Task to complete: Scan the records for "change" and copy each line that contains it.

Material provided:
========================================================================

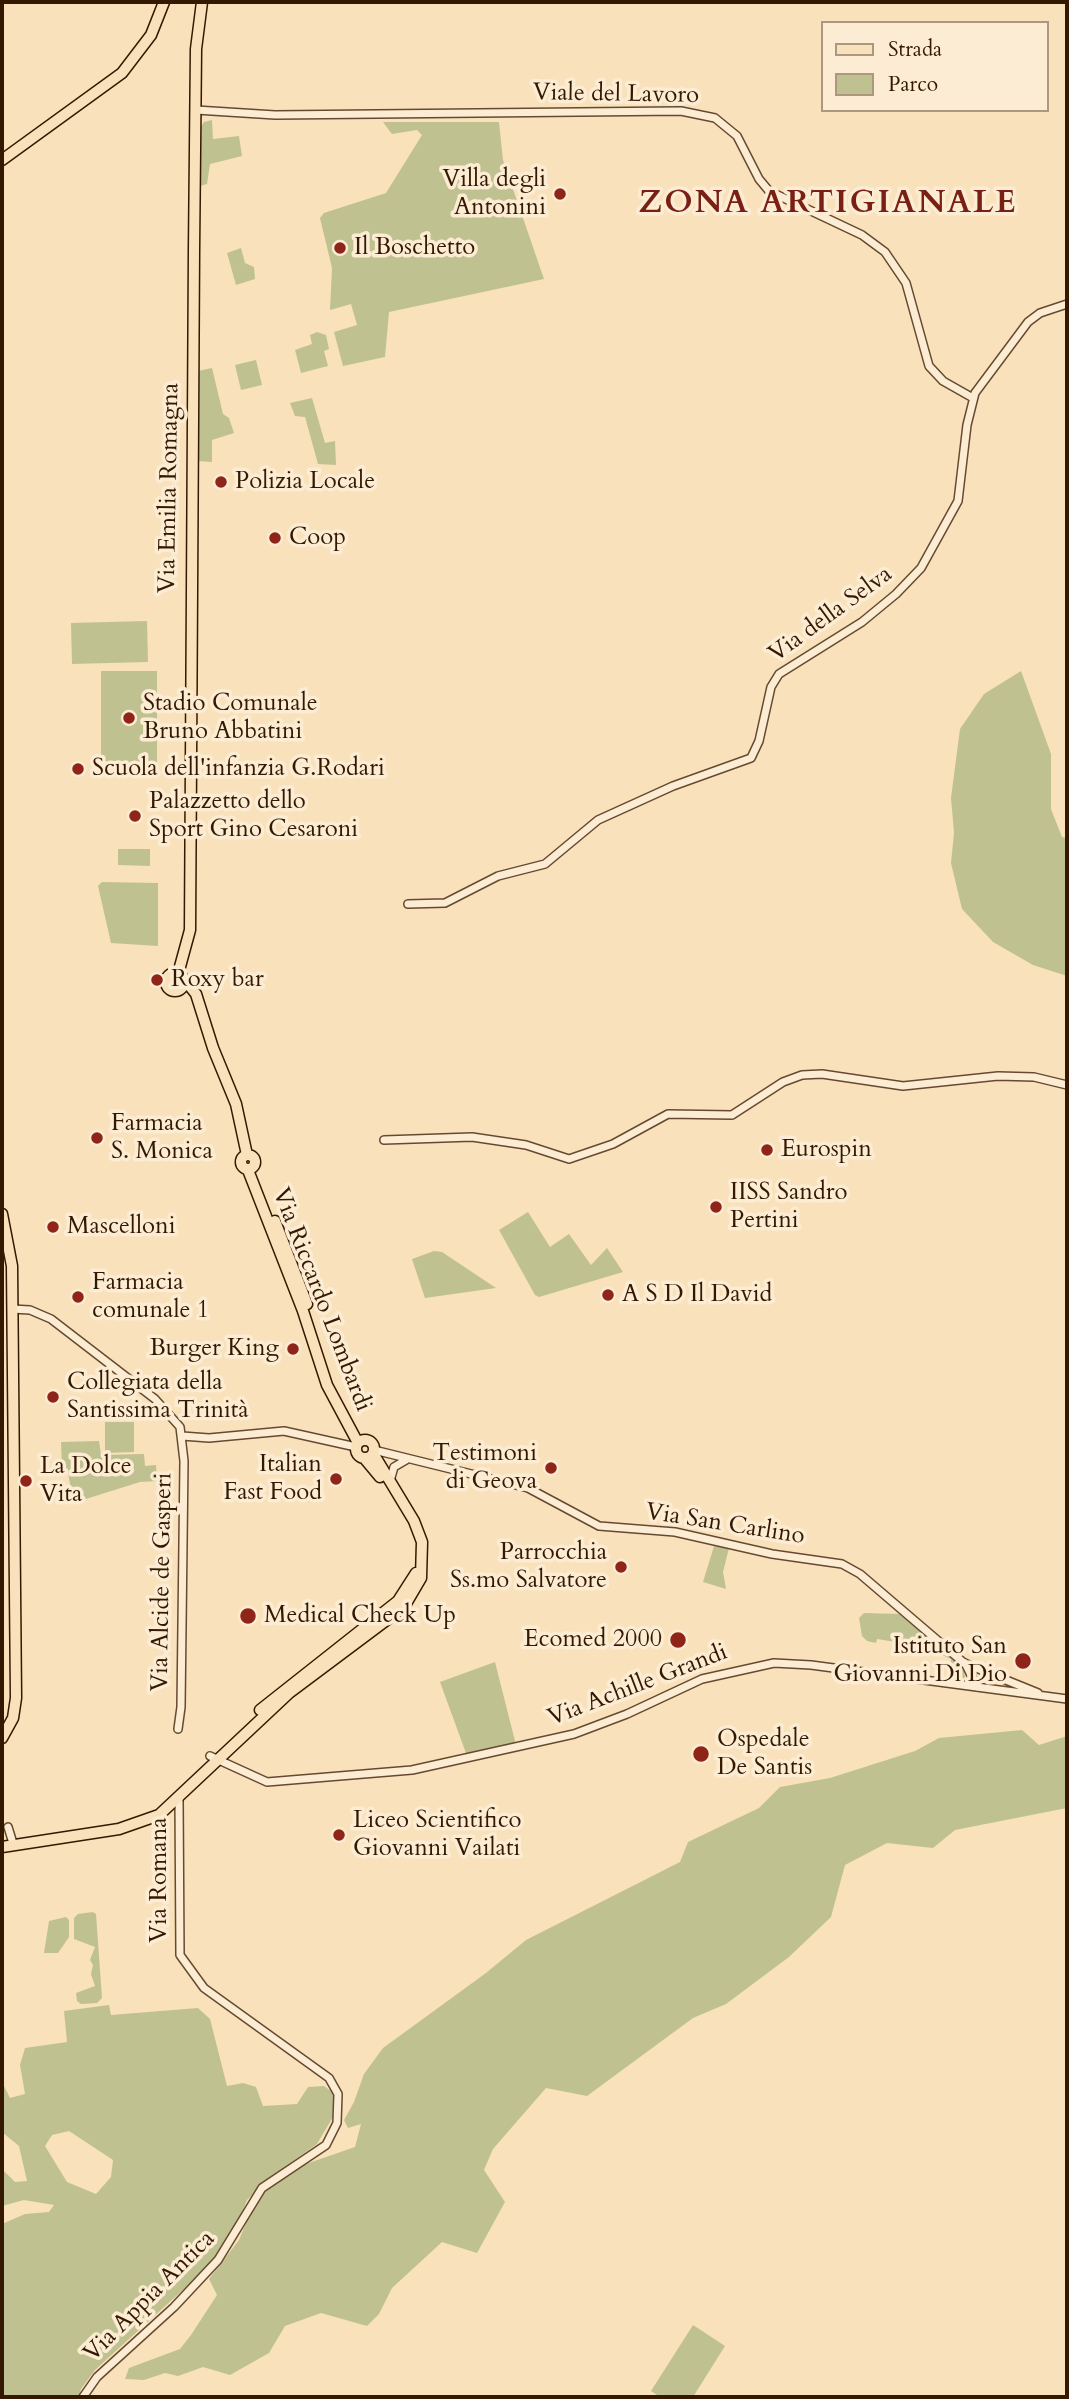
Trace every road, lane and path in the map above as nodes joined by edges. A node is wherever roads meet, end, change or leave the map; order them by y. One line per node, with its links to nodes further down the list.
1 (164, 2): 4 (main road)
2 (202, 2): 3 (main road, Via Emilia Romagna)
3 (196, 110): 6 (street, Viale del Lavoro); 8 (main road, Via Emilia Romagna)
4 (2, 160)
5 (1067, 304): 6 (street, Via della Selva)
6 (973, 398): 7 (street, Via della Selva)
7 (408, 904)
8 (182, 979): 14 (main road, Via Riccardo Lombardi)
9 (1067, 1085): 10 (street)
10 (384, 1140)
11 (2, 1214): 12 (main road)
12 (14, 1309): 13 (street); 27 (main road)
13 (182, 1436): 14 (street); 26 (street, Via Alcide de Gasperi)
14 (359, 1443): 15 (main road); 15 (main road)
15 (371, 1454): 16 (street, Via San Carlino); 17 (main road); 28 (main road)
16 (406, 1460): 17 (street); 18 (street, Via San Carlino)
17 (390, 1482): 28 (main road)
18 (966, 1666): 19 (street, Via San Carlino); 21 (street); 22 (street, Via San Carlino)
19 (978, 1669): 20 (street, Via San Carlino); 22 (street)
20 (998, 1677): 23 (street); 24 (street, Via San Carlino)
21 (960, 1685): 22 (street, Via Achille Grandi); 28 (street, Via Achille Grandi)
22 (977, 1687): 23 (street, Via Achille Grandi)
23 (989, 1689): 24 (street, Via Achille Grandi)
24 (1045, 1696): 25 (street)
25 (1067, 1699)
26 (178, 1729)
27 (2, 1738)
28 (213, 1758): 29 (main road); 31 (main road)
29 (179, 1798): 32 (main road); 33 (street, Via Romana)
30 (8, 1827): 31 (street)
31 (7, 1841)
32 (2, 1847)
33 (211, 1993): 34 (street, Via Appia Antica)
34 (83, 2397)

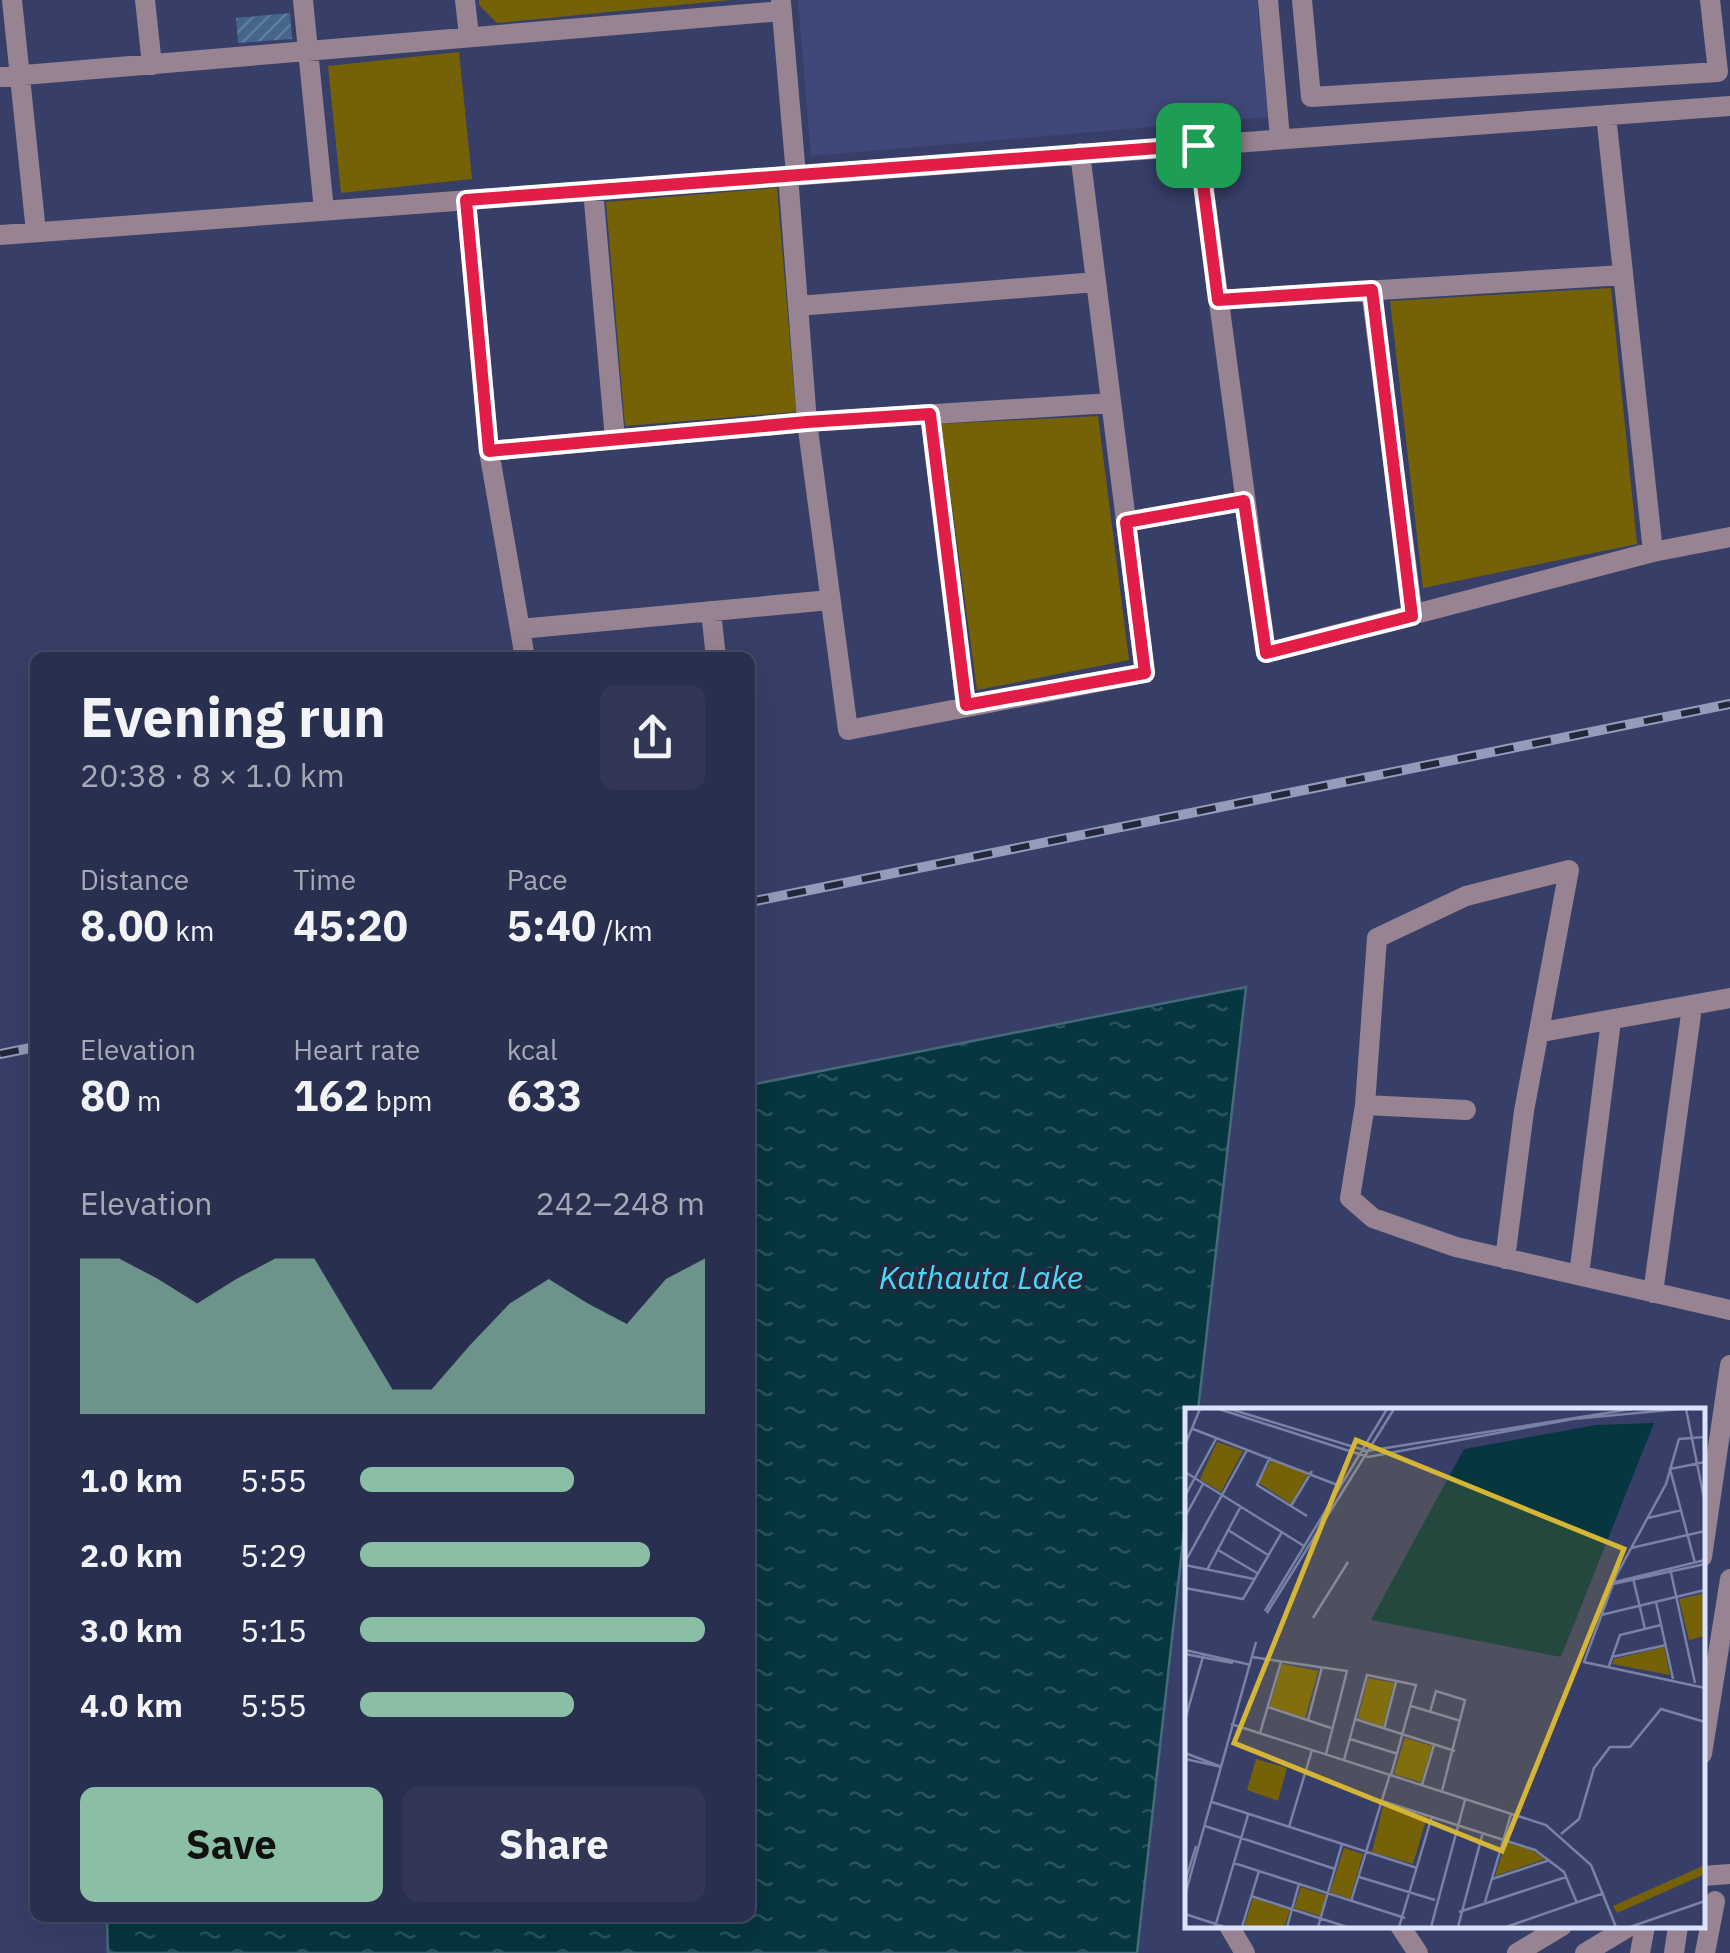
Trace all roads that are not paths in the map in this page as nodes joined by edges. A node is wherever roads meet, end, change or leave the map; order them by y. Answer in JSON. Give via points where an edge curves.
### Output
{"nodes":[{"id":1,"x":12,"y":0,"type":"edge"},
{"id":2,"x":146,"y":0,"type":"edge"},
{"id":3,"x":303,"y":0,"type":"edge"},
{"id":4,"x":466,"y":0,"type":"edge"},
{"id":5,"x":1268,"y":0,"type":"edge"},
{"id":6,"x":1302,"y":0,"type":"edge"},
{"id":7,"x":1710,"y":0,"type":"edge"},
{"id":8,"x":781,"y":6,"type":"edge"},
{"id":9,"x":469,"y":36,"type":"junction"},
{"id":10,"x":308,"y":53,"type":"junction"},
{"id":11,"x":152,"y":66,"type":"junction"},
{"id":12,"x":10,"y":76,"type":"edge"},
{"id":13,"x":1730,"y":106,"type":"edge"},
{"id":14,"x":1606,"y":115,"type":"junction"},
{"id":15,"x":1280,"y":138,"type":"junction"},
{"id":16,"x":1198,"y":145,"type":"junction"},
{"id":17,"x":1080,"y":153,"type":"junction"},
{"id":18,"x":792,"y":175,"type":"junction"},
{"id":19,"x":593,"y":190,"type":"junction"},
{"id":20,"x":466,"y":200,"type":"junction"},
{"id":21,"x":324,"y":210,"type":"junction"},
{"id":22,"x":36,"y":232,"type":"junction"},
{"id":23,"x":0,"y":235,"type":"edge"},
{"id":24,"x":1623,"y":275,"type":"junction"},
{"id":25,"x":1096,"y":282,"type":"junction"},
{"id":26,"x":1372,"y":290,"type":"junction"},
{"id":27,"x":1218,"y":300,"type":"junction"},
{"id":28,"x":798,"y":306,"type":"junction"},
{"id":29,"x":1111,"y":403,"type":"junction"},
{"id":30,"x":930,"y":414,"type":"junction"},
{"id":31,"x":807,"y":422,"type":"junction"},
{"id":32,"x":616,"y":439,"type":"junction"},
{"id":33,"x":489,"y":451,"type":"junction"},
{"id":34,"x":1244,"y":501,"type":"junction"},
{"id":35,"x":1126,"y":522,"type":"junction"},
{"id":36,"x":1730,"y":537,"type":"edge"},
{"id":37,"x":1653,"y":552,"type":"junction"},
{"id":38,"x":830,"y":600,"type":"junction"},
{"id":39,"x":711,"y":611,"type":"junction"},
{"id":40,"x":1412,"y":616,"type":"junction"},
{"id":41,"x":520,"y":629,"type":"junction"},
{"id":42,"x":524,"y":652,"type":"edge"},
{"id":43,"x":715,"y":652,"type":"edge"},
{"id":44,"x":966,"y":705,"type":"junction"},
{"id":45,"x":1730,"y":998,"type":"edge"},
{"id":46,"x":1692,"y":1007,"type":"junction"},
{"id":47,"x":1611,"y":1020,"type":"junction"},
{"id":48,"x":1542,"y":1032,"type":"dead end"},
{"id":49,"x":1365,"y":1105,"type":"junction"},
{"id":50,"x":1466,"y":1110,"type":"dead end"},
{"id":51,"x":1505,"y":1258,"type":"junction"},
{"id":52,"x":1579,"y":1276,"type":"junction"},
{"id":53,"x":1653,"y":1292,"type":"junction"},
{"id":54,"x":1730,"y":1310,"type":"edge"},
{"id":55,"x":1730,"y":1366,"type":"edge"},
{"id":56,"x":1705,"y":1537,"type":"edge"},
{"id":57,"x":1730,"y":1579,"type":"edge"},
{"id":58,"x":1723,"y":1666,"type":"edge"},
{"id":59,"x":1705,"y":1741,"type":"edge"},
{"id":60,"x":1730,"y":1874,"type":"edge"},
{"id":61,"x":1705,"y":1876,"type":"edge"},
{"id":62,"x":1716,"y":1901,"type":"edge"},
{"id":63,"x":1230,"y":1928,"type":"edge"},
{"id":64,"x":1401,"y":1928,"type":"edge"},
{"id":65,"x":1559,"y":1928,"type":"edge"},
{"id":66,"x":1627,"y":1928,"type":"edge"},
{"id":67,"x":1645,"y":1928,"type":"edge"},
{"id":68,"x":1678,"y":1928,"type":"edge"},
{"id":69,"x":1245,"y":1953,"type":"edge"},
{"id":70,"x":1418,"y":1953,"type":"edge"},
{"id":71,"x":1517,"y":1953,"type":"edge"},
{"id":72,"x":1585,"y":1953,"type":"edge"},
{"id":73,"x":1640,"y":1953,"type":"edge"},
{"id":74,"x":1674,"y":1953,"type":"edge"},
{"id":75,"x":1704,"y":1953,"type":"edge"}],
"edges":[{"from":1,"to":12,"type":"street"},
{"from":2,"to":11,"type":"street"},
{"from":3,"to":10,"type":"street"},
{"from":4,"to":9,"type":"street"},
{"from":5,"to":15,"type":"street"},
{"from":6,"to":7,"type":"street","via":[[1311,98],[1718,72]]},
{"from":8,"to":9,"type":"street"},
{"from":8,"to":18,"type":"street"},
{"from":9,"to":10,"type":"street"},
{"from":10,"to":11,"type":"street"},
{"from":10,"to":21,"type":"street"},
{"from":11,"to":12,"type":"street"},
{"from":12,"to":22,"type":"street"},
{"from":13,"to":14,"type":"street"},
{"from":14,"to":15,"type":"street"},
{"from":14,"to":24,"type":"street"},
{"from":15,"to":16,"type":"street"},
{"from":16,"to":17,"type":"street"},
{"from":16,"to":27,"type":"street"},
{"from":17,"to":18,"type":"street"},
{"from":17,"to":25,"type":"street"},
{"from":18,"to":19,"type":"street"},
{"from":18,"to":28,"type":"street"},
{"from":19,"to":20,"type":"street"},
{"from":19,"to":32,"type":"street"},
{"from":20,"to":21,"type":"street"},
{"from":20,"to":33,"type":"street"},
{"from":21,"to":22,"type":"street"},
{"from":22,"to":23,"type":"street"},
{"from":24,"to":26,"type":"street"},
{"from":24,"to":37,"type":"street"},
{"from":25,"to":28,"type":"street"},
{"from":25,"to":29,"type":"street"},
{"from":26,"to":27,"type":"street"},
{"from":26,"to":40,"type":"street"},
{"from":27,"to":34,"type":"street"},
{"from":28,"to":31,"type":"street"},
{"from":29,"to":30,"type":"street"},
{"from":29,"to":35,"type":"street"},
{"from":30,"to":31,"type":"street"},
{"from":30,"to":44,"type":"street"},
{"from":31,"to":32,"type":"street"},
{"from":31,"to":38,"type":"street"},
{"from":32,"to":33,"type":"street"},
{"from":33,"to":41,"type":"street"},
{"from":34,"to":35,"type":"street"},
{"from":34,"to":40,"type":"street","via":[[1266,653]]},
{"from":35,"to":44,"type":"street","via":[[1145,673]]},
{"from":36,"to":37,"type":"street"},
{"from":37,"to":40,"type":"street"},
{"from":38,"to":39,"type":"street"},
{"from":38,"to":44,"type":"street","via":[[848,730]]},
{"from":39,"to":41,"type":"street"},
{"from":39,"to":43,"type":"street"},
{"from":41,"to":42,"type":"street"},
{"from":45,"to":46,"type":"street"},
{"from":46,"to":47,"type":"street"},
{"from":46,"to":53,"type":"street"},
{"from":47,"to":48,"type":"street"},
{"from":47,"to":52,"type":"street"},
{"from":49,"to":50,"type":"street"},
{"from":49,"to":51,"type":"street","via":[[1350,1198],[1373,1218]]},
{"from":49,"to":51,"type":"street","via":[[1377,938],[1466,896],[1569,870],[1524,1110]]},
{"from":51,"to":52,"type":"street"},
{"from":52,"to":53,"type":"street"},
{"from":53,"to":54,"type":"street"},
{"from":55,"to":56,"type":"street"},
{"from":57,"to":58,"type":"street"},
{"from":58,"to":59,"type":"street"},
{"from":60,"to":61,"type":"street"},
{"from":62,"to":75,"type":"street"},
{"from":63,"to":69,"type":"street"},
{"from":64,"to":70,"type":"street"},
{"from":65,"to":71,"type":"street"},
{"from":66,"to":72,"type":"street"},
{"from":67,"to":73,"type":"street"},
{"from":68,"to":74,"type":"street"}]}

========================================================================

Exercise result:
Trace every road, lane and path in the map above as nodes joined by edges. A node is wherever roads meet, end, change or leave the map; order them by y. One line per node, with its links to nodes further down the list.
Trace all roads that are not paths in the map in this page as nodes joined by edges. A node is wherever roads meet, end, change or leave the map; order them by y. Answer in JSON. Give via points where an edge curves.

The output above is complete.